Which lines of the entries below run from the one holding "thumb tip: (451, 282)" to the one holding "thumb mcp: (490, 311)", inclusive? Set down exactly those lines and no others.

**DATA**
= Beginning of Section =

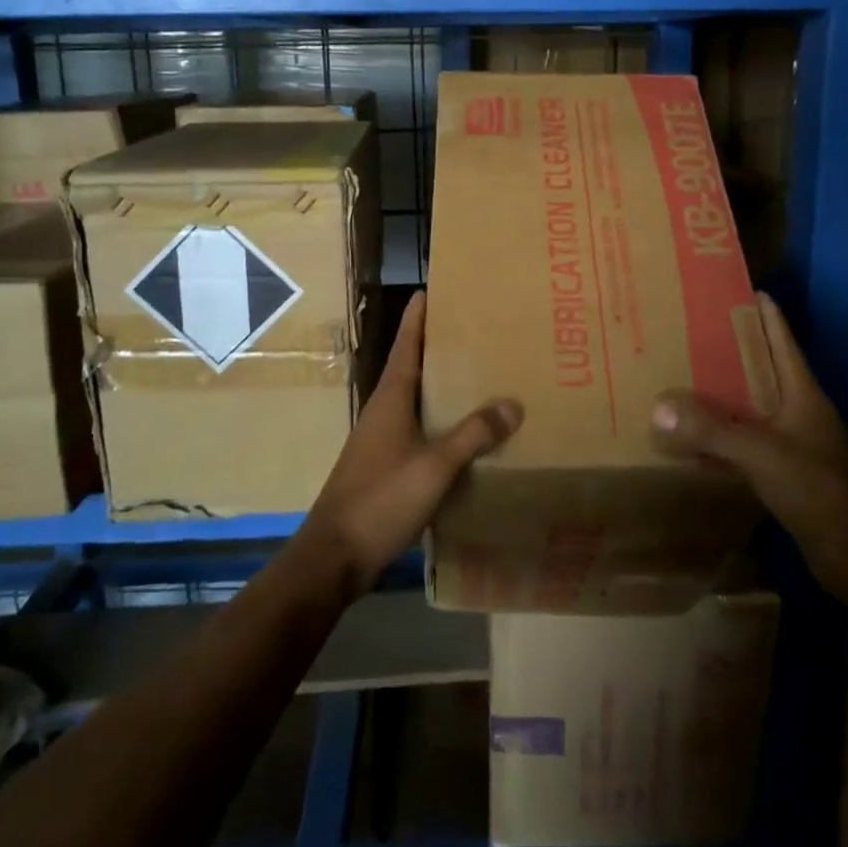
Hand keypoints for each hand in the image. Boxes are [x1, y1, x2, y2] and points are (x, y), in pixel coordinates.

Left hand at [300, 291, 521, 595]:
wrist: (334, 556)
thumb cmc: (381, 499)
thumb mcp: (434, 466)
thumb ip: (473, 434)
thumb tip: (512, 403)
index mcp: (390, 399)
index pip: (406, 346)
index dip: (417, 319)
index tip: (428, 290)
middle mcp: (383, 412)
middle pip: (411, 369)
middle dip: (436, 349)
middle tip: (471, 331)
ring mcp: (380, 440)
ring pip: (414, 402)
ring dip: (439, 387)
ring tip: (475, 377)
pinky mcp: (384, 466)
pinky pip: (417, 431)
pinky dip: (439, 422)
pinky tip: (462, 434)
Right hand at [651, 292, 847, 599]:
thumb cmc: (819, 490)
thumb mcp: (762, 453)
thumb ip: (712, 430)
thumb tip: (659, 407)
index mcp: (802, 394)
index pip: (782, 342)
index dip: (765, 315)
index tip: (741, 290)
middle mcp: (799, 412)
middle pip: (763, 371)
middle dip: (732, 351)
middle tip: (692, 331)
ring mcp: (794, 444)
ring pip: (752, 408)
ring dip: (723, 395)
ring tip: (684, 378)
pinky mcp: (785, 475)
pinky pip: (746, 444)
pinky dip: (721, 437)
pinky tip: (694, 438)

= End of Section =
= Beginning of Section =

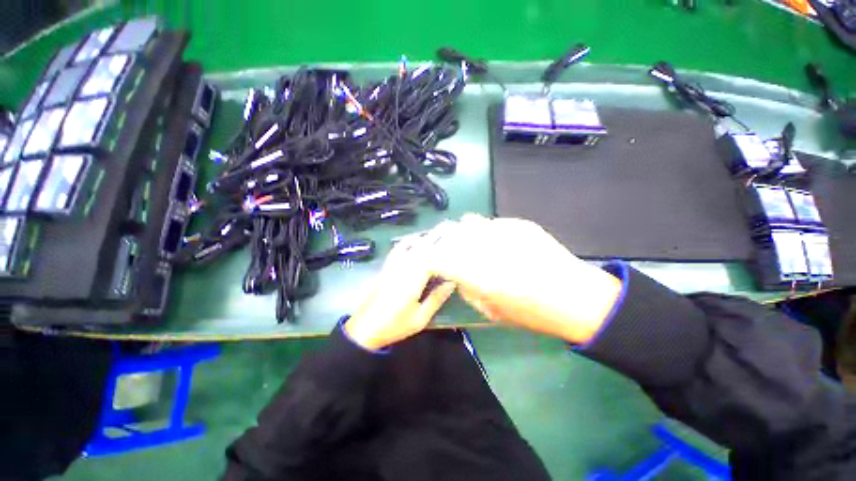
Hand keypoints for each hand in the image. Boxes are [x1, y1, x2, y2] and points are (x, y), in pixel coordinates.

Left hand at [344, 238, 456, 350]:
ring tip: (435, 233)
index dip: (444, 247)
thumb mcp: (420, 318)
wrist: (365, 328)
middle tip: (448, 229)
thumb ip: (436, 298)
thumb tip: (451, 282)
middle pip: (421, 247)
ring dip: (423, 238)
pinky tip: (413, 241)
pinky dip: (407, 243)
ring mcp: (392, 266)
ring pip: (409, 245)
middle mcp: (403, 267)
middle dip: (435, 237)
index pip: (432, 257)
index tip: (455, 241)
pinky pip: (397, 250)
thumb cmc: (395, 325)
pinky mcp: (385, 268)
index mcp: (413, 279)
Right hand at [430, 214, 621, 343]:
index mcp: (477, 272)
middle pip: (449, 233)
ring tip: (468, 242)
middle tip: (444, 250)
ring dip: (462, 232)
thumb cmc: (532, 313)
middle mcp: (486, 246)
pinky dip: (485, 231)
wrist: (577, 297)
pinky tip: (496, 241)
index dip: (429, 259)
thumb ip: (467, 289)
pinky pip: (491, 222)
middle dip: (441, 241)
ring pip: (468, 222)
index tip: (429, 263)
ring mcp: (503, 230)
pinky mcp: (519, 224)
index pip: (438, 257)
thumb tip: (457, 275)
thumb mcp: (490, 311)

= End of Section =

**COMPLETED EXERCISE**
thumb tip: (451, 282)
middle pip: (421, 247)
ring dip: (423, 238)
pinky tip: (413, 241)
pinky dip: (407, 243)
ring mcp: (392, 266)
ring pip: (409, 245)
middle mcp: (403, 267)
middle dip: (435, 237)
index pip: (432, 257)
index tip: (455, 241)
pinky pip: (397, 250)
thumb cmc: (395, 325)
pinky mcp: (385, 268)
index mcp: (413, 279)
Right hand at [430, 214, 621, 343]:
index mcp: (477, 272)
middle pip: (449, 233)
ring tip: (468, 242)
middle tip: (444, 250)
ring dip: (462, 232)
thumb cmc: (532, 313)
middle mcp: (486, 246)
pinky dip: (485, 231)
wrist: (577, 297)
pinky tip: (496, 241)
index dip: (429, 259)
thumb ip: (467, 289)
pinky pip: (491, 222)
middle dip: (441, 241)
ring pip: (468, 222)
index tip: (429, 263)
ring mcp: (503, 230)
pinky mcp: (519, 224)
index pip: (438, 257)
thumb tip: (457, 275)
thumb mcp: (490, 311)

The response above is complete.